Please God, I will be a good son of the Church, a Catholic, believing, participating in the sacraments until I die and go before Jesus. Please God that Jesus and His Blessed Mother will have mercy on my wretched soul and allow me to be welcomed into heaven by the souls I have been able to assist through the years to leave purgatory and enter heaven. Please God I will be able to thank Jesus and Mary in heaven, rejoicing also that there are many souls in heaven who converted in their dying breath, even without the sacraments, and, although in purgatory until the end of the world, will also enter into heaven. Yes. So… Hail Mary…

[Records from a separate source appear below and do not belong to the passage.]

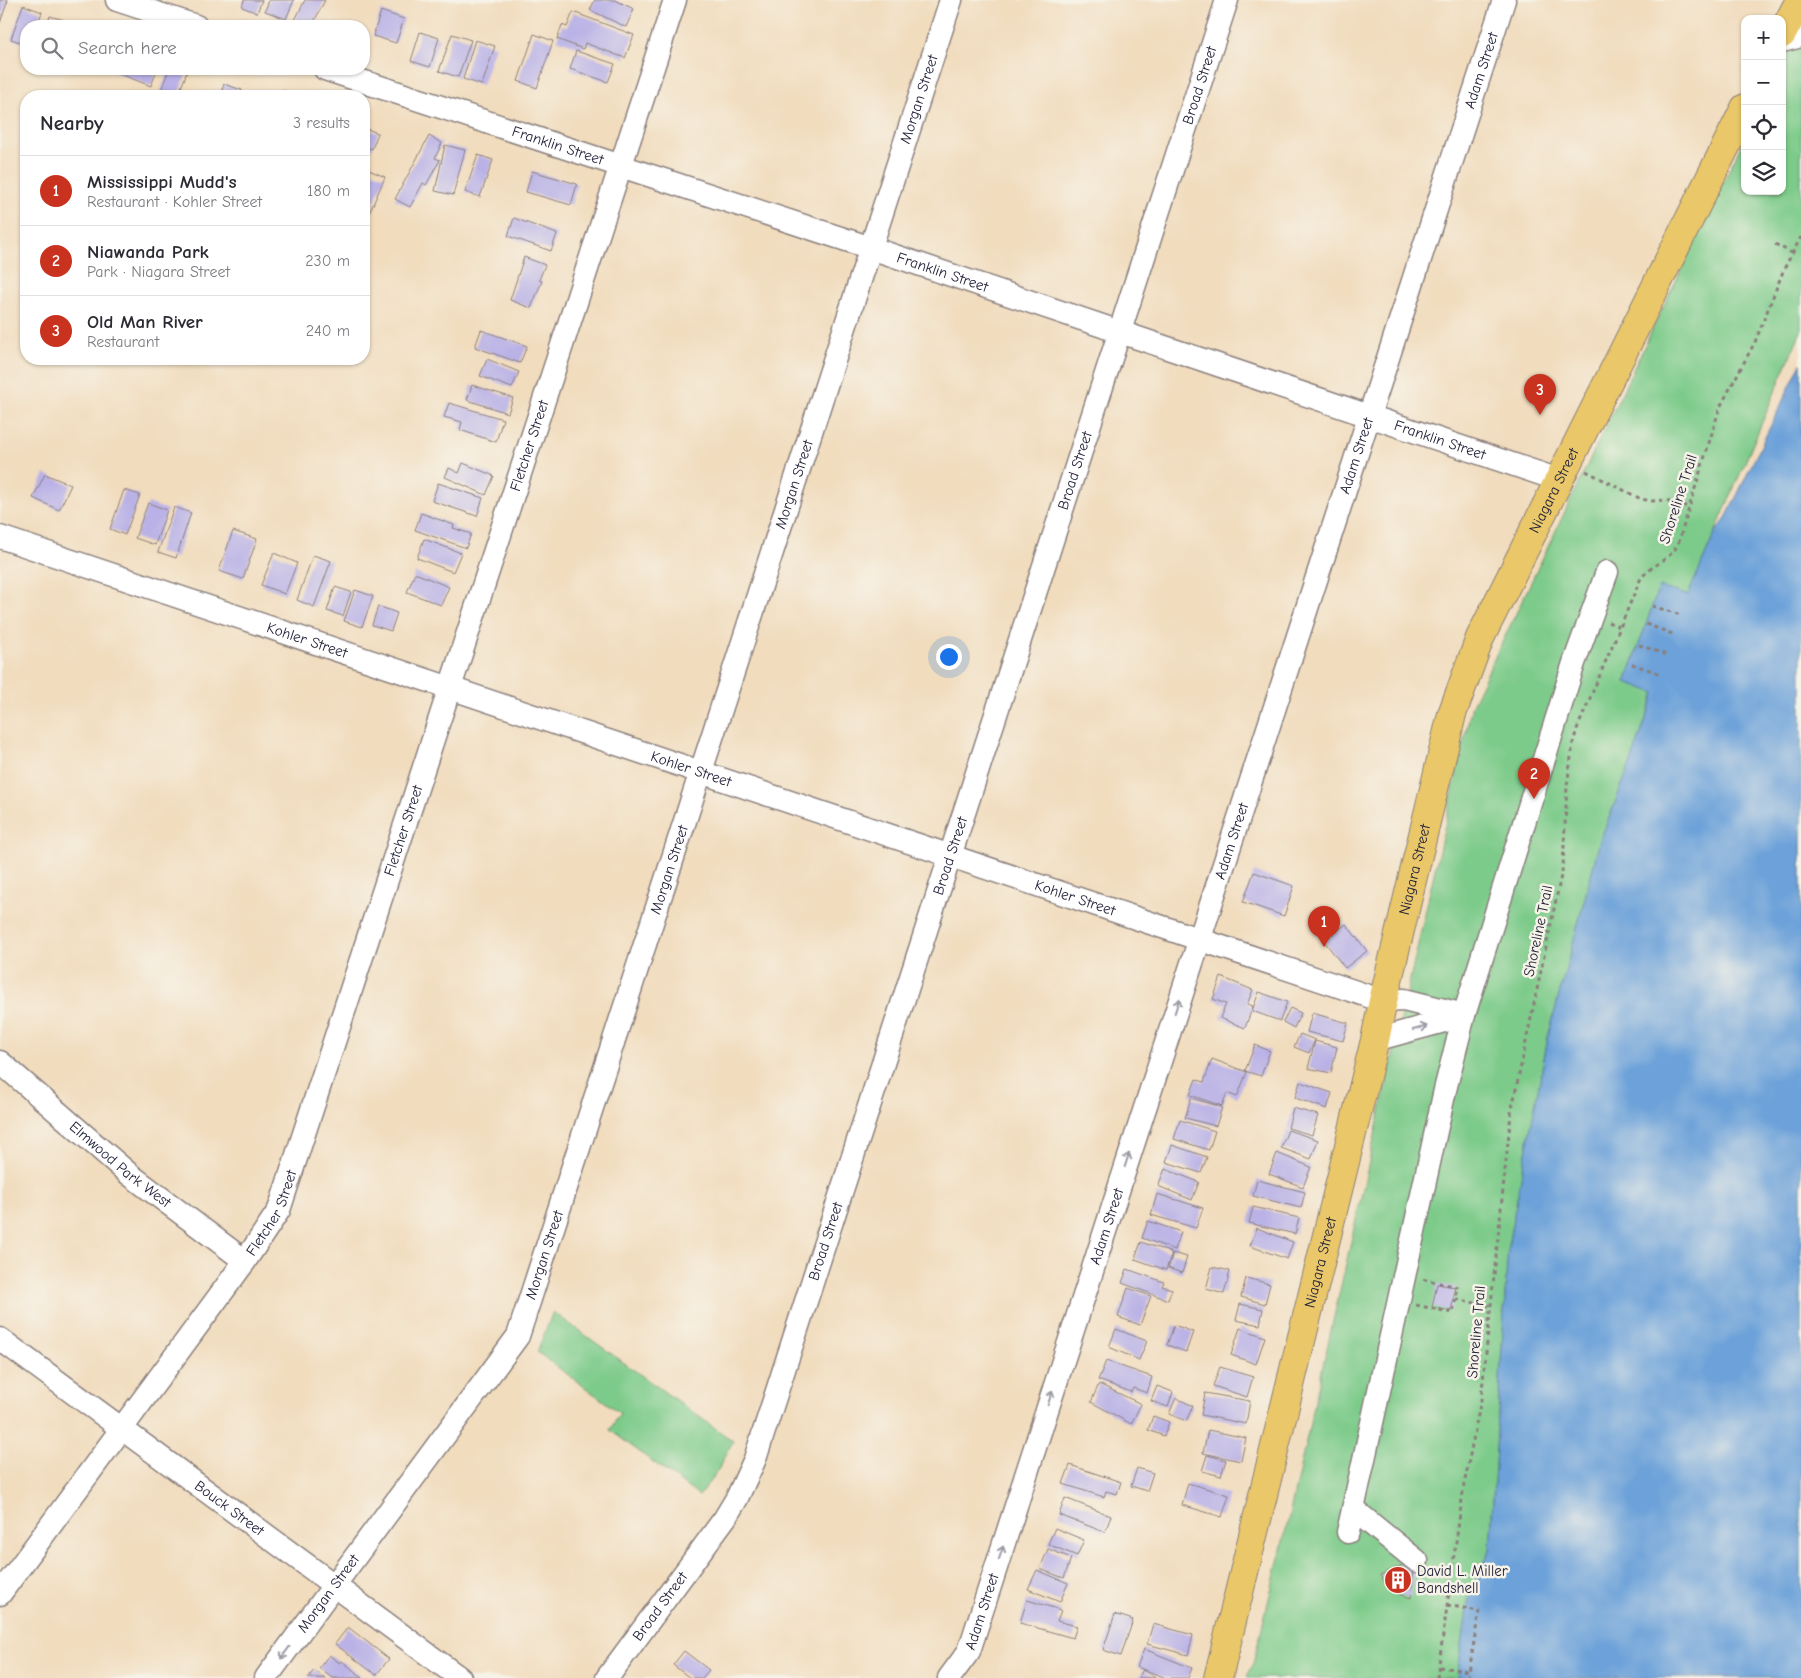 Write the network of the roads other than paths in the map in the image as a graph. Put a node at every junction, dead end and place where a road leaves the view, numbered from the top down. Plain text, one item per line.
1 (117, 0) edge
2 (675, 0) edge
3 (951, 0) edge
4 (1227, 0) edge
5 (1504, 0) edge
6 (1797, 2) edge
7 (178, 20) edge
8 (1786, 25) edge
9 (1801, 36) edge
10 (1786, 40) edge
11 (342, 75) edge
12 (1741, 116) edge
13 (621, 167) junction
14 (871, 248) junction
15 (1120, 331) junction
16 (1370, 414) junction
17 (1559, 480) junction
18 (0, 537) edge
19 (1607, 572) dead end
20 (451, 689) junction
21 (700, 773) junction
22 (950, 856) junction
23 (1199, 940) junction
24 (1383, 1001) junction
25 (1464, 1015) junction
26 (1376, 1040) junction
27 (0, 1062) edge
28 (245, 1261) junction
29 (0, 1339) edge
30 (122, 1428) junction
31 (1353, 1509) junction
32 (1348, 1532) dead end
33 (1418, 1561) dead end
34 (334, 1586) junction
35 (0, 1594) edge
36 (266, 1678) edge
37 (460, 1678) edge
38 (607, 1678) edge
39 (949, 1678) edge
40 (1218, 1678) edge

1 - 7 street
2 - 13 street, Fletcher Street
3 - 14 street, Morgan Street
4 - 15 street, Broad Street
5 - 16 street, Adam Street
6 - 8 main road
9 - 10 street
11 - 13 street, Franklin Street
12 - 17 main road, Niagara Street
13 - 14 street, Franklin Street
13 - 20 street, Fletcher Street
14 - 15 street, Franklin Street
14 - 21 street, Morgan Street
15 - 16 street, Franklin Street
15 - 22 street, Broad Street
16 - 17 street, Franklin Street
16 - 23 street, Adam Street
17 - 24 main road, Niagara Street
18 - 20 street, Kohler Street
19 - 25 street
20 - 21 street, Kohler Street
20 - 28 street, Fletcher Street
21 - 22 street, Kohler Street
21 - 34 street, Morgan Street
22 - 23 street, Kohler Street
22 - 38 street, Broad Street
23 - 24 street, Kohler Street
39 -> 23 street, Adam Street
24 - 25 street, Kohler Street
24 - 26 main road, Niagara Street
26 -> 25 street
25 - 31 street
26 - 40 main road, Niagara Street
27 - 28 street, Elmwood Park West
28 - 30 street, Fletcher Street
29 - 30 street, Bouck Street
30 - 34 street, Bouck Street
30 - 35 street, Fletcher Street
31 - 32 street
31 - 33 street
34 -> 36 street, Morgan Street
34 - 37 street, Bouck Street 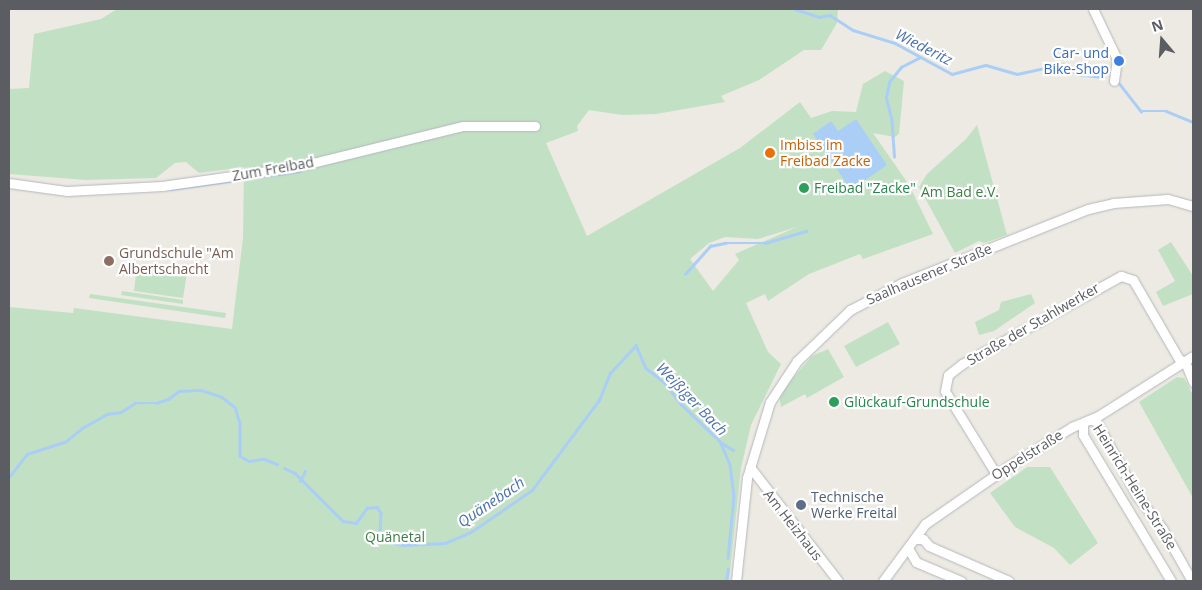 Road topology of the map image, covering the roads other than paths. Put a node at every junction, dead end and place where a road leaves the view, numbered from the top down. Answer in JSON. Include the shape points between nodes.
{"nodes":[{"id":1,"x":1093,"y":9,"type":"edge"},
{"id":2,"x":1114,"y":81,"type":"dead end"},
{"id":3,"x":535,"y":126,"type":"dead end"},
{"id":4,"x":9,"y":183,"type":"edge"},
{"id":5,"x":1193,"y":206,"type":"edge"},
{"id":6,"x":1193,"y":356,"type":"edge"},
{"id":7,"x":1185,"y":362,"type":"junction"},
{"id":8,"x":1193,"y":382,"type":"edge"},
{"id":9,"x":1087,"y":422,"type":"junction"},
{"id":10,"x":750,"y":467,"type":"junction"},
{"id":11,"x":996,"y":474,"type":"junction"},
{"id":12,"x":915,"y":539,"type":"junction"},
{"id":13,"x":908,"y":548,"type":"junction"},
{"id":14,"x":736,"y":581,"type":"edge"},
{"id":15,"x":838,"y":581,"type":"edge"},
{"id":16,"x":883,"y":581,"type":"edge"},
{"id":17,"x":961,"y":581,"type":"edge"},
{"id":18,"x":1009,"y":581,"type":"edge"},
{"id":19,"x":1171,"y":581,"type":"edge"},
{"id":20,"x":1192,"y":581,"type":"edge"}],
"edges":[{"from":1,"to":2,"type":"street","via":[[1116,56],[1118,68]]},
{"from":3,"to":4,"type":"street","name":"Zum Freibad","via":[[462,126],[296,167],[162,186],[68,191]]},
{"from":5,"to":10,"type":"street","name":"Saalhausener Straße","via":[[1168,199],[1111,203],[902,283],[856,306],[814,344],[782,381],[761,424]]},
{"from":6,"to":7,"type":"street","name":"Oppelstraße"},
{"from":7,"to":8,"type":"street","name":"Straße der Stahlwerker"},
{"from":7,"to":9,"type":"street","name":"Oppelstraße"},
{"from":7,"to":11,"type":"street","name":"Straße der Stahlwerker","via":[[1178,359],[1133,280],[1121,276],[962,364],[948,375],[945,391]]},
{"from":9,"to":11,"type":"street","name":"Oppelstraße"},
{"from":9,"to":19,"type":"street","name":"Heinrich-Heine-Straße","via":[[1083,435]]},
{"from":9,"to":20,"type":"street","name":"Heinrich-Heine-Straße","via":[[1096,421],[1137,496],[1162,528]]},
{"from":10,"to":14,"type":"street","name":"Saalhausener Straße"},
{"from":10,"to":15,"type":"street","name":"Am Heizhaus"},
{"from":11,"to":12,"type":"street","name":"Oppelstraße","via":[[925,524]]},
{"from":12,"to":13,"type":"street","name":"Oppelstraße"},
{"from":12,"to":18,"type":"street","via":[[923,538],[929,546]]},
{"from":13,"to":16,"type":"street","name":"Oppelstraße"},
{"from":13,"to":17,"type":"street","via":[[916,562]]}]} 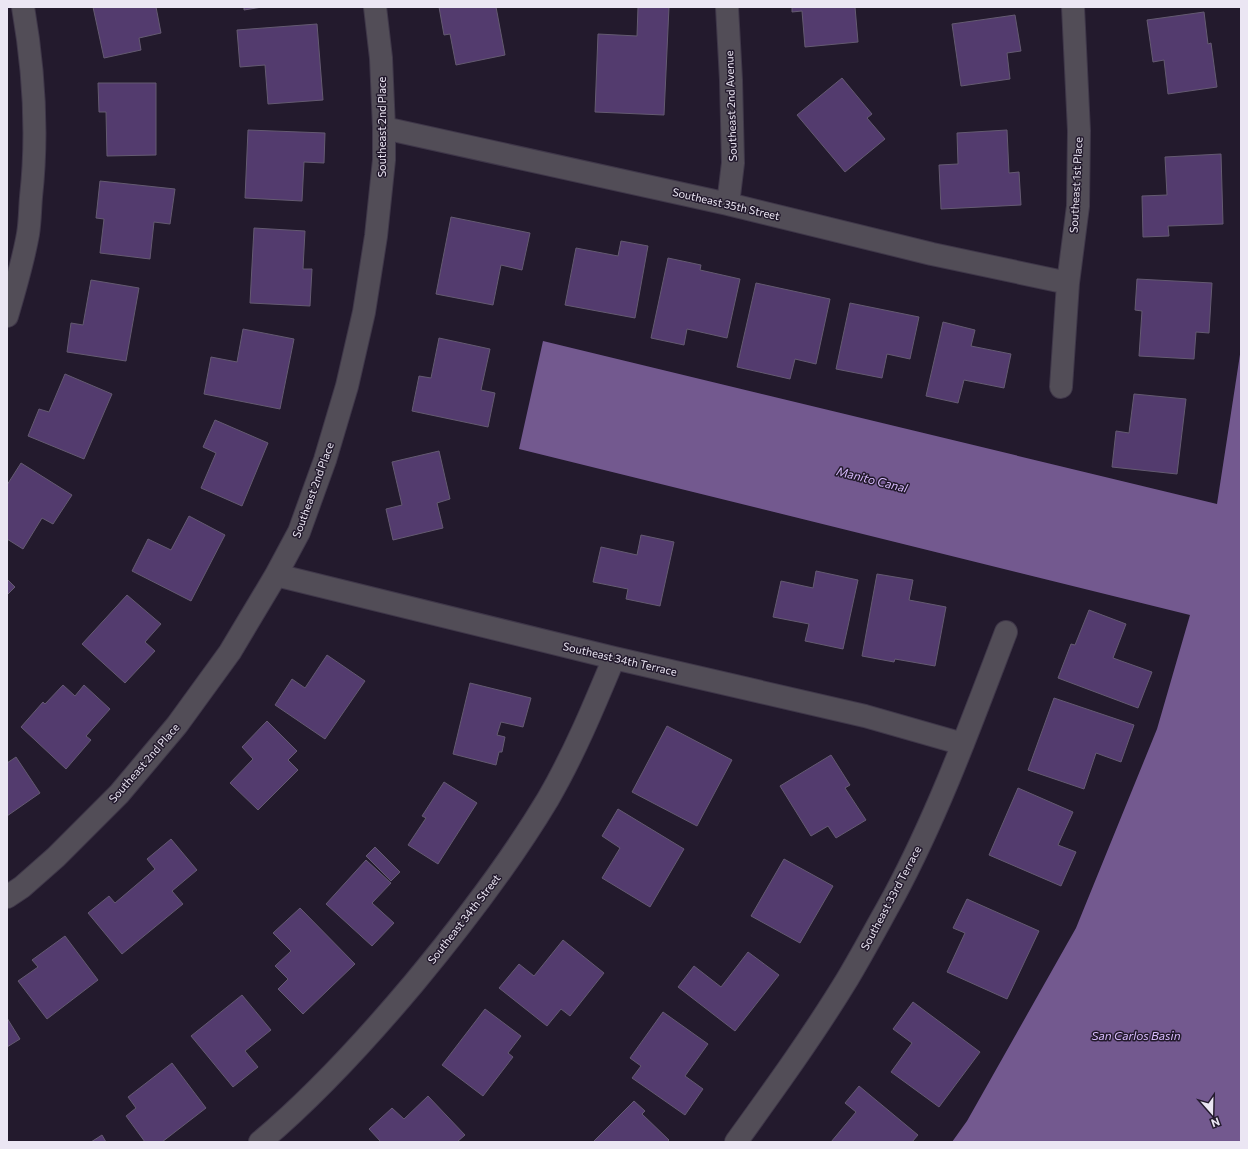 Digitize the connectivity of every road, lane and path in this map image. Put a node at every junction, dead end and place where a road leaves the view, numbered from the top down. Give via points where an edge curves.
1 (23, 7) edge
2 (375, 7) edge
3 (727, 7) edge
4 (1073, 7) edge
5 (384, 128) junction
6 (728, 204) junction
7 (1068, 284) junction
8 (7, 316) edge
9 (1061, 387) dead end
10 (276, 575) junction
11 (1006, 632) dead end
12 (614, 658) junction
13 (963, 744) junction
14 (7, 897) edge
15 (260, 1142) edge
16 (736, 1142) edge

1 - 8 street via 34,103 34,167 28,232
2 - 5 street, Southeast 2nd Place via 381,58
3 - 6 street, Southeast 2nd Avenue via 733,163
4 - 7 street, Southeast 1st Place via 1079,131 1078,206
5 - 6 street, Southeast 35th Street
5 - 10 street, Southeast 2nd Place via 384,160 376,236 364,312 347,386 325,460 299,532
6 - 7 street, Southeast 35th Street
7 - 9 street, Southeast 1st Place
10 - 12 street, Southeast 34th Terrace
10 - 14 street, Southeast 2nd Place via 230,652 177,725 119,794 56,857
11 - 13 street, Southeast 33rd Terrace
12 - 13 street, Southeast 34th Terrace via 865,716
12 - 15 street, Southeast 34th Street via 573,752 522,841 493,883 458,930 382,1021 321,1085
13 - 16 street, Southeast 33rd Terrace via 895,895 848,978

[[ To put it simply: to be a papist is not to engage in papolatry, or better, to engage in papolatry is not only not to be papist, but it is to engage in self-promotion. ]]

3 Comments

Filed under Pope Francis

3 responses to “Fr George are you still a papist? Complicated questions, complicated answers…

  1. Liz

    Thank you, Father George, for putting into words how I feel about it all. I remember Fr. Gordon saying something about people feeling “unease” about Pope Francis and I remember thinking that was how I felt too. That was many years ago, and it’s more than unease now but you have said it well. I will keep praying for him, and the whole Church in these hard times especially for all of the good priests out there fighting so hard for us. God bless you!

  2. Gina Nakagawa

    For many, many years, I have said “The Morning Offering.” The prayer ends with the words, ” and for this month’s intentions of Our Holy Father, the Pope. I have not prayed for the Pope’s Intentions since Pope Francis took the chair of Saint Peter. Instead I pray for the salvation of his soul.